- Opening Delimiter -

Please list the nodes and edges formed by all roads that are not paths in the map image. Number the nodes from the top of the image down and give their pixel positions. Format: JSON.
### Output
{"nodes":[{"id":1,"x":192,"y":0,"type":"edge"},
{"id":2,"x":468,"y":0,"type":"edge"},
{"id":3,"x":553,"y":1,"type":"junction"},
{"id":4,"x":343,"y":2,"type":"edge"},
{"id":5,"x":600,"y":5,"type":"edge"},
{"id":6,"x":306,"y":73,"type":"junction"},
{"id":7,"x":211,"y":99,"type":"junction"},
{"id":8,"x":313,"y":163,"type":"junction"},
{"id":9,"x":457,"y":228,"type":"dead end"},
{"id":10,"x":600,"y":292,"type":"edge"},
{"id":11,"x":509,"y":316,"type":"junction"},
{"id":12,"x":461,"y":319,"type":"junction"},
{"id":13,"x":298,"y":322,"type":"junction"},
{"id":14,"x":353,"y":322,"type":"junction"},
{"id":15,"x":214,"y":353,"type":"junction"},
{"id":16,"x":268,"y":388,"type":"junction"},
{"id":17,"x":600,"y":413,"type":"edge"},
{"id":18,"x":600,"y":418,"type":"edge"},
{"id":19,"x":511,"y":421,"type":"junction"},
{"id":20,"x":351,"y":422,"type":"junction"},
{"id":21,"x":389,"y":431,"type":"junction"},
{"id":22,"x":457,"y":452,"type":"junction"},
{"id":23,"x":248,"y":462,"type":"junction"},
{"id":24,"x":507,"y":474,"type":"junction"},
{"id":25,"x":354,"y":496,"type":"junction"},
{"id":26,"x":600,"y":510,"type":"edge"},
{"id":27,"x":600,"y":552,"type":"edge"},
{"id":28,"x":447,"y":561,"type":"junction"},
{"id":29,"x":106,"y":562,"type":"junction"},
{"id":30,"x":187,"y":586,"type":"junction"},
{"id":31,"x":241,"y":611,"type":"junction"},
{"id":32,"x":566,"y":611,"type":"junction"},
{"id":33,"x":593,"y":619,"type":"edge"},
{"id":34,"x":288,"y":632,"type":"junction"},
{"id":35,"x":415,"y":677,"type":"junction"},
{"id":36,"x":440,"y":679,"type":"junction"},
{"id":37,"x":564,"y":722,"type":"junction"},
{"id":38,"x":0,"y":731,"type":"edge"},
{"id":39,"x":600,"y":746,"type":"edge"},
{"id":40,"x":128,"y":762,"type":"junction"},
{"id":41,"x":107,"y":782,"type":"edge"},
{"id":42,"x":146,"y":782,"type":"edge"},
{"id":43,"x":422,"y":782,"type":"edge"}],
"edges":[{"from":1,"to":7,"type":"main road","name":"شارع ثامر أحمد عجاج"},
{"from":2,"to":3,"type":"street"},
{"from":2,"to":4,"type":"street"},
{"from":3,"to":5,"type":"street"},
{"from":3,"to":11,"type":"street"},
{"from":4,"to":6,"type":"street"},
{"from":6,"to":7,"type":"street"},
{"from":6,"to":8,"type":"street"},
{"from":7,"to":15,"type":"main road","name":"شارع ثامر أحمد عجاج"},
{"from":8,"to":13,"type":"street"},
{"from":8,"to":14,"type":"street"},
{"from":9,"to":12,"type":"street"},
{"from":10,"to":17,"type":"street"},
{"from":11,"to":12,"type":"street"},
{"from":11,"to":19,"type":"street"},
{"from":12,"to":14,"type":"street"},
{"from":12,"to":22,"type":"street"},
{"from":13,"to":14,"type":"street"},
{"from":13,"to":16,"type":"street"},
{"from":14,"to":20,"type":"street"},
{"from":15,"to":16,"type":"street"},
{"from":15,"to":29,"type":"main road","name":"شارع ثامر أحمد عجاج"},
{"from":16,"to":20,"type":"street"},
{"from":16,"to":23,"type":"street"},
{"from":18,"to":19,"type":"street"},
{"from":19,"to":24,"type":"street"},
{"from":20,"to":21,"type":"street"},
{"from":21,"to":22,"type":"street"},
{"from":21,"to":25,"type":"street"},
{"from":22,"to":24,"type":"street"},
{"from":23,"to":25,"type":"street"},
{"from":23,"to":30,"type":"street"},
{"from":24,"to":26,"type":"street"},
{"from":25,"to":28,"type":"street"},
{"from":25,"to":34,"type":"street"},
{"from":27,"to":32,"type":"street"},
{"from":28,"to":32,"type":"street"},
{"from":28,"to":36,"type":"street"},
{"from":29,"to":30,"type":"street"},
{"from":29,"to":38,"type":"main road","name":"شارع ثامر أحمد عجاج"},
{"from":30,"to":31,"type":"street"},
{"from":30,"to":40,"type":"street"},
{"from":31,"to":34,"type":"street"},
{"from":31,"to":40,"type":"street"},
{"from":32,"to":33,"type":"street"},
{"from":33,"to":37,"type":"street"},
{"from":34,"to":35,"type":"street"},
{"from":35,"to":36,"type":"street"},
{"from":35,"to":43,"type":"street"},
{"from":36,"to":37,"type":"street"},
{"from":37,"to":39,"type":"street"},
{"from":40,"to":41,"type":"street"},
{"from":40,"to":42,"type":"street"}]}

- Closing Delimiter -

ASSIGNED TASK:
All of the material above needs to be copied exactly.

YOUR RESPONSE:
Please list the nodes and edges formed by all roads that are not paths in the map image. Number the nodes from the top of the image down and give their pixel positions. Format: JSON.
### Output
{"nodes":[{"id":1,"x":192,"y":0,"type":"edge"},
{"id":2,"x":468,"y":0,"type":"edge"},
{"id":3,"x":553,"y":1,"type":"junction"},
{"id":4,"x":343,"y":2,"type":"edge"},
{"id":5,"x":600,"y":5,"type":"edge"},
{"id":6,"x":306,"y":73,"type":"junction"},
{"id":7,"x":211,"y":99,"type":"junction"},
{"id":8,"x":313,"y":163,"type":"junction"},
{"id":9,"x":457,"y":228,"type":"dead end"},
{"id":10,"x":600,"y":292,"type":"edge"},
{"id":11,"x":509,"y":316,"type":"junction"},
{"id":12,"x":461,"y":319,"type":"junction"},
{"id":13,"x":298,"y":322,"type":"junction"},
{"id":14,"x":353,"y":322,"type":"junction"},
{"id":15,"x":214,"y":353,"type":"junction"},
{"id":16,"x":268,"y":388,"type":"junction"},
{"id":17,"x":600,"y":413,"type":"edge"},
{"id":18,"x":600,"y":418,"type":"edge"},
{"id":19,"x":511,"y":421,"type":"junction"},
{"id":20,"x":351,"y":422,"type":"junction"},
{"id":21,"x":389,"y":431,"type":"junction"},
{"id":22,"x":457,"y":452,"type":"junction"},
{"id":23,"x":248,"y":462,"type":"junction"},
{"id":24,"x":507,"y":474,"type":"junction"},
{"id":25,"x":354,"y":496,"type":"junction"},
{"id":26,"x":600,"y":510,"type":"edge"},
{"id":27,"x":600,"y":552,"type":"edge"},
{"id":28,"x":447,"y":561,"type":"junction"},
{"id":29,"x":106,"y":562,"type":"junction"},
{"id":30,"x":187,"y":586,"type":"junction"},
{"id":31,"x":241,"y":611,"type":"junction"},
{"id":32,"x":566,"y":611,"type":"junction"},
{"id":33,"x":593,"y":619,"type":"edge"},
{"id":34,"x":288,"y":632,"type":"junction"},
{"id":35,"x":415,"y":677,"type":"junction"},
{"id":36,"x":440,"y":679,"type":"junction"},
{"id":37,"x":564,"y":722,"type":"junction"},
{"id":38,"x":0,"y":731,"type":"edge"},
{"id":39,"x":600,"y":746,"type":"edge"},
{"id":40,"x":128,"y":762,"type":"junction"},
{"id":41,"x":107,"y":782,"type":"edge"},
{"id":42,"x":146,"y":782,"type":"edge"},
{"id":43,"x":422,"y":782,"type":"edge"}],
"edges":[{"from":1,"to":7,"type":"main road","name":"شارع ثامر أحمد عجاج"},
{"from":2,"to":3,"type":"street"},
{"from":2,"to":4,"type":"street"},
{"from":3,"to":5,"type":"street"},
{"from":3,"to":11,"type":"street"},
{"from":4,"to":6,"type":"street"},
{"from":6,"to":7,"type":"street"},
{"from":6,"to":8,"type":"street"},
{"from":7,"to":15,"type":"main road","name":"شارع ثامر أحمد عجاج"},
{"from":8,"to":13,"type":"street"},
{"from":8,"to":14,"type":"street"},
{"from":9,"to":12,"type":"street"},
{"from":10,"to":17,"type":"street"},
{"from":11,"to":12,"type":"street"},
{"from":11,"to":19,"type":"street"},
{"from":12,"to":14,"type":"street"},
{"from":12,"to":22,"type":"street"},
{"from":13,"to":14,"type":"street"},
{"from":13,"to":16,"type":"street"},
{"from":14,"to":20,"type":"street"},
{"from":15,"to":16,"type":"street"},
{"from":15,"to":29,"type":"main road","name":"شارع ثامر أحمد عجاج"},
{"from":16,"to":20,"type":"street"},
{"from":16,"to":23,"type":"street"},
{"from":18,"to":19,"type":"street"},
{"from":19,"to":24,"type":"street"},
{"from":20,"to":21,"type":"street"},
{"from":21,"to":22,"type":"street"},
{"from":21,"to":25,"type":"street"},
{"from":22,"to":24,"type":"street"},
{"from":23,"to":25,"type":"street"},
{"from":23,"to":30,"type":"street"},
{"from":24,"to":26,"type":"street"},
{"from":25,"to":28,"type":"street"},
{"from":25,"to":34,"type":"street"},
{"from":27,"to":32,"type":"street"},
{"from":28,"to":32,"type":"street"},
{"from":28,"to":36,"type":"street"},
{"from":29,"to":30,"type":"street"},
{"from":29,"to":38,"type":"main road","name":"شارع ثامر أحمد عجاج"},
{"from":30,"to":31,"type":"street"},
{"from":30,"to":40,"type":"street"},
{"from":31,"to":34,"type":"street"},
{"from":31,"to":40,"type":"street"},
{"from":32,"to":33,"type":"street"},
{"from":33,"to":37,"type":"street"},
{"from":34,"to":35,"type":"street"},
{"from":35,"to":36,"type":"street"},
{"from":35,"to":43,"type":"street"},
{"from":36,"to":37,"type":"street"},
{"from":37,"to":39,"type":"street"},
{"from":40,"to":41,"type":"street"},
{"from":40,"to":42,"type":"street"}]}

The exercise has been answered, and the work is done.